DATA LISTING -
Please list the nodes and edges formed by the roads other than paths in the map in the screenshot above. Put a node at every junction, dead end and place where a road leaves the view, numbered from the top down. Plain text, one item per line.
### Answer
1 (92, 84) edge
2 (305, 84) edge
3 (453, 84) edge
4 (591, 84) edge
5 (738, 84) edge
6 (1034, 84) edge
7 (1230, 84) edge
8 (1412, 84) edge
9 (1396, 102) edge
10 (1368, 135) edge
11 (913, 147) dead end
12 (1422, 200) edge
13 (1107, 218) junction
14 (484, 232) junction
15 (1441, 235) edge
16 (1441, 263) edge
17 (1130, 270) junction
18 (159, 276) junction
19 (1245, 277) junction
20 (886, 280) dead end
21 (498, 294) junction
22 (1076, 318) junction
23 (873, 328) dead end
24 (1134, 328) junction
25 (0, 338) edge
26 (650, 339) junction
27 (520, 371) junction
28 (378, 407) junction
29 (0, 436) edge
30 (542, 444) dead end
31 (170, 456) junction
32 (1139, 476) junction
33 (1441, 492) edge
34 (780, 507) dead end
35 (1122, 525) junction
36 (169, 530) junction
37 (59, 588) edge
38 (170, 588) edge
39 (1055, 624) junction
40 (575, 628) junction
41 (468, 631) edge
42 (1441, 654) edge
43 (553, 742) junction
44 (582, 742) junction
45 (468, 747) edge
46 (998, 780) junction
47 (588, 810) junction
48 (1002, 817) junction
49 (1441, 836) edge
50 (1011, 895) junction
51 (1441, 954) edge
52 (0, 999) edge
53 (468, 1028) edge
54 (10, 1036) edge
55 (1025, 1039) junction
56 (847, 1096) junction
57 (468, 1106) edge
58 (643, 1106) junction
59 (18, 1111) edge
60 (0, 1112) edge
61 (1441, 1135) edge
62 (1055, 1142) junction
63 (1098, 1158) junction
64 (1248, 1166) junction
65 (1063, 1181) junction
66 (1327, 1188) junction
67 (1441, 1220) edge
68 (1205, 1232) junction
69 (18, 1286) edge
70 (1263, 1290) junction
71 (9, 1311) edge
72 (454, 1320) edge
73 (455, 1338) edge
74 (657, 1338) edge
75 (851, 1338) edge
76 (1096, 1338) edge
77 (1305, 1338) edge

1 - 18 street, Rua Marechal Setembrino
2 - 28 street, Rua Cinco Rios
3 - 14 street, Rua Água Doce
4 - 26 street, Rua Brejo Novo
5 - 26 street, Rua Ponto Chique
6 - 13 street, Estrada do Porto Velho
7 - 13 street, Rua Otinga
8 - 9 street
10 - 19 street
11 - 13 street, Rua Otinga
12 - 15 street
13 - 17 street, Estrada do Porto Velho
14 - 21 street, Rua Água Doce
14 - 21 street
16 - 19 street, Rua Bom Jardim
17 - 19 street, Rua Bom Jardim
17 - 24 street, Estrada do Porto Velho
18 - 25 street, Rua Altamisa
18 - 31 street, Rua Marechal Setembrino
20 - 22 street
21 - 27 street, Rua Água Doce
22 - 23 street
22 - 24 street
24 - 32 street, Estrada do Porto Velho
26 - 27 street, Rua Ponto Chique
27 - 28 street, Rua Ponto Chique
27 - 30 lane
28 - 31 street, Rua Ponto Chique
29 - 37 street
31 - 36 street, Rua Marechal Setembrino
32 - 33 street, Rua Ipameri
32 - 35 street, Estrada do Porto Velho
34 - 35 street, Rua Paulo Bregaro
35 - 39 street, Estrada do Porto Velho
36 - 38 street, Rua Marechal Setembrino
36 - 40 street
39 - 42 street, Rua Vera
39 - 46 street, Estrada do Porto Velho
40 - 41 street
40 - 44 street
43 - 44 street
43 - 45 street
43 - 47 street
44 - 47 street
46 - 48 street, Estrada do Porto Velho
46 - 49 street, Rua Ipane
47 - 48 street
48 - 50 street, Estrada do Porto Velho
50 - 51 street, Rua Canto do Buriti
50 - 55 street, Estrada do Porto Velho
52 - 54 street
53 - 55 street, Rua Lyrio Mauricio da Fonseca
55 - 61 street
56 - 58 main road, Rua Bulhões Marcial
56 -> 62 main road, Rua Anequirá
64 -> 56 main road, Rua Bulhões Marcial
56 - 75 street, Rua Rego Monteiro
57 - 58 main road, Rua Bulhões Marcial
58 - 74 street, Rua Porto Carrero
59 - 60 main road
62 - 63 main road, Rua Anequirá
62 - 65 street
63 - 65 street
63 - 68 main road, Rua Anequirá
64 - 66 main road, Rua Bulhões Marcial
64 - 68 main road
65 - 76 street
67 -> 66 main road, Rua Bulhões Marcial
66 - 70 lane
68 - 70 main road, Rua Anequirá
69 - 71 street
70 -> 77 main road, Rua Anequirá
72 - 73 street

WHAT THE TASK REQUIRES - Set down each entry again, unchanged.

RESPONSE BELOW -
Please list the nodes and edges formed by the roads other than paths in the map in the screenshot above. Put a node at every junction, dead end and place where a road leaves the view, numbered from the top down. Plain text, one item per line.
### Answer
1 (92, 84) edge
2 (305, 84) edge
3 (453, 84) edge
4 (591, 84) edge
5 (738, 84) edge
6 (1034, 84) edge
7 (1230, 84) edge
8 (1412, 84) edge
9 (1396, 102) edge
10 (1368, 135) edge
11 (913, 147) dead end
12 (1422, 200) edge
13 (1107, 218) junction
14 (484, 232) junction
15 (1441, 235) edge
16 (1441, 263) edge
17 (1130, 270) junction
18 (159, 276) junction
19 (1245, 277) junction
20 (886, 280) dead end
21 (498, 294) junction
22 (1076, 318) junction
23 (873, 328) dead end
24 (1134, 328) junction
25 (0, 338) edge
26 (650, 339) junction
27 (520, 371) junction
28 (378, 407) junction
29 (0, 436) edge
30 (542, 444) dead end
31 (170, 456) junction
32 (1139, 476) junction
33 (1441, 492) edge
34 (780, 507) dead end
35 (1122, 525) junction
36 (169, 530) junction
37 (59, 588) edge
38 (170, 588) edge
39 (1055, 624) junction
40 (575, 628) junction
41 (468, 631) edge
42 (1441, 654) edge
43 (553, 742) junction
44 (582, 742) junction
45 (468, 747) edge
46 (998, 780) junction
47 (588, 810) junction
48 (1002, 817) junction
49 (1441, 836) edge
50 (1011, 895) junction
51 (1441, 954) edge
52 (0, 999) edge
53 (468, 1028) edge
54 (10, 1036) edge
55 (1025, 1039) junction
56 (847, 1096) junction
57 (468, 1106) edge
58 (643, 1106) junction
59 (18, 1111) edge
60 (0, 1112) edge
61 (1441, 1135) edge
62 (1055, 1142) junction
63 (1098, 1158) junction
64 (1248, 1166) junction
65 (1063, 1181) junction
66 (1327, 1188) junction
67 (1441, 1220) edge
68 (1205, 1232) junction
69 (18, 1286) edge
70 (1263, 1290) junction
71 (9, 1311) edge
72 (454, 1320) edge
73 (455, 1338) edge
74 (657, 1338) edge
75 (851, 1338) edge
76 (1096, 1338) edge
77 (1305, 1338) edge

1 - 18 street, Rua Marechal Setembrino
2 - 28 street, Rua Cinco Rios
3 - 14 street, Rua Água Doce
4 - 26 street, Rua Brejo Novo
5 - 26 street, Rua Ponto Chique
6 - 13 street, Estrada do Porto Velho
7 - 13 street, Rua Otinga
8 - 9 street
10 - 19 street
11 - 13 street, Rua Otinga
12 - 15 street
13 - 17 street, Estrada do Porto Velho
14 - 21 street, Rua Água Doce
14 - 21 street
16 - 19 street, Rua Bom Jardim
17 - 19 street, Rua Bom Jardim
17 - 24 street, Estrada do Porto Velho
18 - 25 street, Rua Altamisa
18 - 31 street, Rua Marechal Setembrino
20 - 22 street
21 - 27 street, Rua Água Doce
22 - 23 street
22 - 24 street
24 - 32 street, Estrada do Porto Velho
26 - 27 street, Rua Ponto Chique
27 - 28 street, Rua Ponto Chique
27 - 30 lane
28 - 31 street, Rua Ponto Chique
29 - 37 street
31 - 36 street, Rua Marechal Setembrino
32 - 33 street, Rua Ipameri
32 - 35 street, Estrada do Porto Velho
34 - 35 street, Rua Paulo Bregaro
35 - 39 street, Estrada do Porto Velho
36 - 38 street, Rua Marechal Setembrino
36 - 40 street
39 - 42 street, Rua Vera
39 - 46 street, Estrada do Porto Velho
40 - 41 street
40 - 44 street
43 - 44 street
43 - 45 street
43 - 47 street
44 - 47 street
46 - 48 street, Estrada do Porto Velho
46 - 49 street, Rua Ipane
47 - 48 street
48 - 50 street, Estrada do Porto Velho
50 - 51 street, Rua Canto do Buriti
50 - 55 street, Estrada do Porto Velho
52 - 54 street
53 - 55 street, Rua Lyrio Mauricio da Fonseca
55 - 61 street
56 - 58 main road, Rua Bulhões Marcial
56 -> 62 main road, Rua Anequirá
64 -> 56 main road, Rua Bulhões Marcial
56 - 75 street, Rua Rego Monteiro
57 - 58 main road, Rua Bulhões Marcial
58 - 74 street, Rua Porto Carrero
59 - 60 main road
62 - 63 main road, Rua Anequirá
62 - 65 street
63 - 65 street
63 - 68 main road, Rua Anequirá
64 - 66 main road, Rua Bulhões Marcial
64 - 68 main road
65 - 76 street
67 -> 66 main road, Rua Bulhões Marcial
66 - 70 lane
68 - 70 main road, Rua Anequirá
69 - 71 street
70 -> 77 main road, Rua Anequirá
72 - 73 street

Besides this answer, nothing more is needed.